With an activated Python 3 virtual env, clone the repository into your project root folder, install required libraries and copy the package from inside:

git clone https://github.com/dougpm/gcp_toolkit.git && \
cp -r gcp_toolkit/gcp_toolkit gcp_toolkit2 && \
cp gcp_toolkit/requirements.txt . && \
pip install -r requirements.txt && \
rm -rf gcp_toolkit && \
mv gcp_toolkit2 gcp_toolkit

io module

Using the IO class:

import gcp_toolkit as gtk

io = gtk.IO('your-bucket-name', 'your-dataset-name')

This automatically creates google.cloud.storage and google.cloud.bigquery Client instances, but you can pass your own to the constructor if you need to specify details.

Note: You must have Create Table permissions on the specified dataset.

Loading data from BigQuery into a pandas Data Frame:

df = io.bq_to_df('SELECT fields FROM dataset.table_name')
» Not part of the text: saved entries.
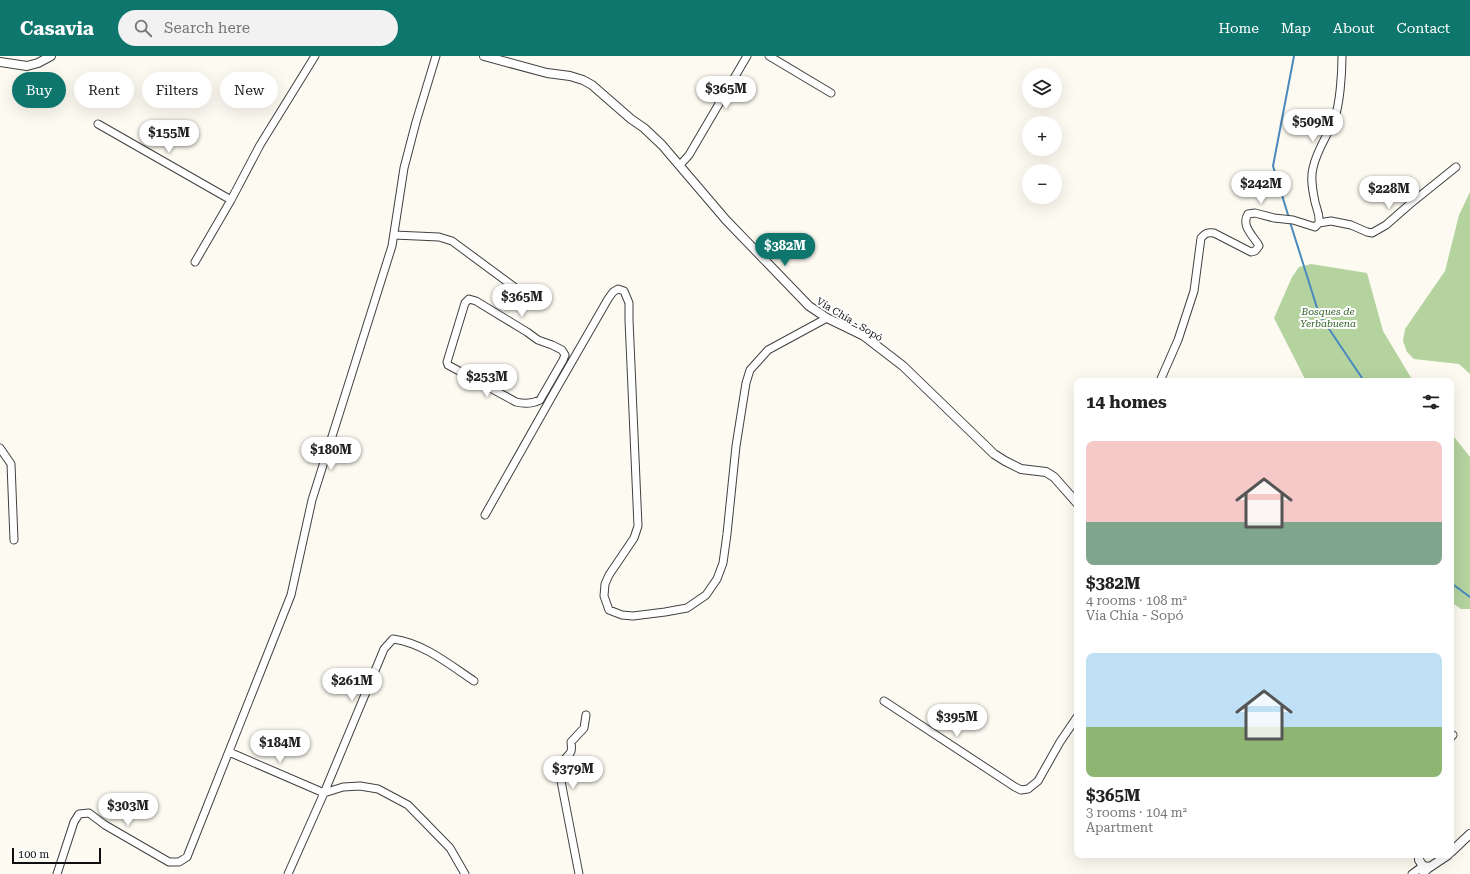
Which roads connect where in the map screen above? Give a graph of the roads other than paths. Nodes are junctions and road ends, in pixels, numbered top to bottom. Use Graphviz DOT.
graph roads {
  1 [pos="51,56"];
  2 [pos="315,56"];
  3 [pos="436,56"];
  4 [pos="484,56"];
  5 [pos="748,56"];
  6 [pos="769,56"];
  7 [pos="1342,56"];
  8 [pos="0,62"];
  9 [pos="830,93"];
  10 [pos="98,124"];
  11 [pos="680,165"];
  12 [pos="1456,167"];
  13 [pos="231,200"];
  14 [pos="1319,223"];
  15 [pos="394,235"];
  16 [pos="195,262"];
  17 [pos="525,295"];
  18 [pos="827,318"];
  19 [pos="1161,378"];
  20 [pos="547,386"];
  21 [pos="555,391"];
  22 [pos="0,448"];
  23 [pos="1074,500"];
  24 [pos="485,515"];
  25 [pos="14,540"];
  26 [pos="474,681"];
  27 [pos="884,701"];
  28 [pos="586,715"];
  29 [pos="1074,721"];
  30 [pos="229,752"];
  31 [pos="324,793"];
  32 [pos="1468,839"];
  33 [pos="1454,850"];
  34 [pos="1419,858"];
  35 [pos="1443,858"];
  36 [pos="1425,869"];
  37 [pos="57,874"];
  38 [pos="288,874"];
  39 [pos="465,874"];
  40 [pos="579,874"];
  41 [pos="1412,874"];
  1 -- 8 [label="street"];
  2 -- 13 [label="street"];
  3 -- 15 [label="street"];
  4 -- 11 [label="street, Vía Chía - Sopó"];
  5 -- 11 [label="street"];
  6 -- 9 [label="street"];
  7 -- 14 [label="street"];
  10 -- 13 [label="street"];
  11 -- 18 [label="street, Vía Chía - Sopó"];
  12 -- 14 [label="street"];
  13 -- 16 [label="street"];
  14 -- 19 [label="street"];
  15 -- 17 [label="street"];
  15 -- 30 [label="street"];
  18 -- 21 [label="street"];
  18 -- 23 [label="street, Vía Chía - Sopó"];
  20 -- 20 [label="street"];
  20 -- 21 [label="street"];
  21 -- 24 [label="street"];
  22 -- 25 [label="street"];
  26 -- 31 [label="street"];
  27 -- 29 [label="street"];
  28 -- 40 [label="street"];
  30 -- 31 [label="street"];
  30 -- 37 [label="street"];
  31 -- 38 [label="street"];
  31 -- 39 [label="street"];
  32 -- 33 [label="street"];
  34 -- 36 [label="street"];
  35 -- 36 [label="street"];
  36 -- 41 [label="street"];
}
Loading data from pandas Data Frame into BigQuery:

io.df_to_bq(df, 'dataset.table_name')

Loading data from Storage bucket into pandas Data Frame:

df = io.bucket_to_df('path/to/bucket/files/files_prefix*')

Moving data from BigQuery to Storage:

df = io.bq_to_bucket('SELECT fields FROM dataset.table_name',
                     'path/to/files/file_name')

Note: The above may fail occasionally due to the table being too big to be extracted to a single file. In that case, you must add a ‘*’ wildcard to the file name, like so:

df = io.bq_to_bucket('SELECT fields FROM dataset.table_name',
                     'path/to/files/file_name*')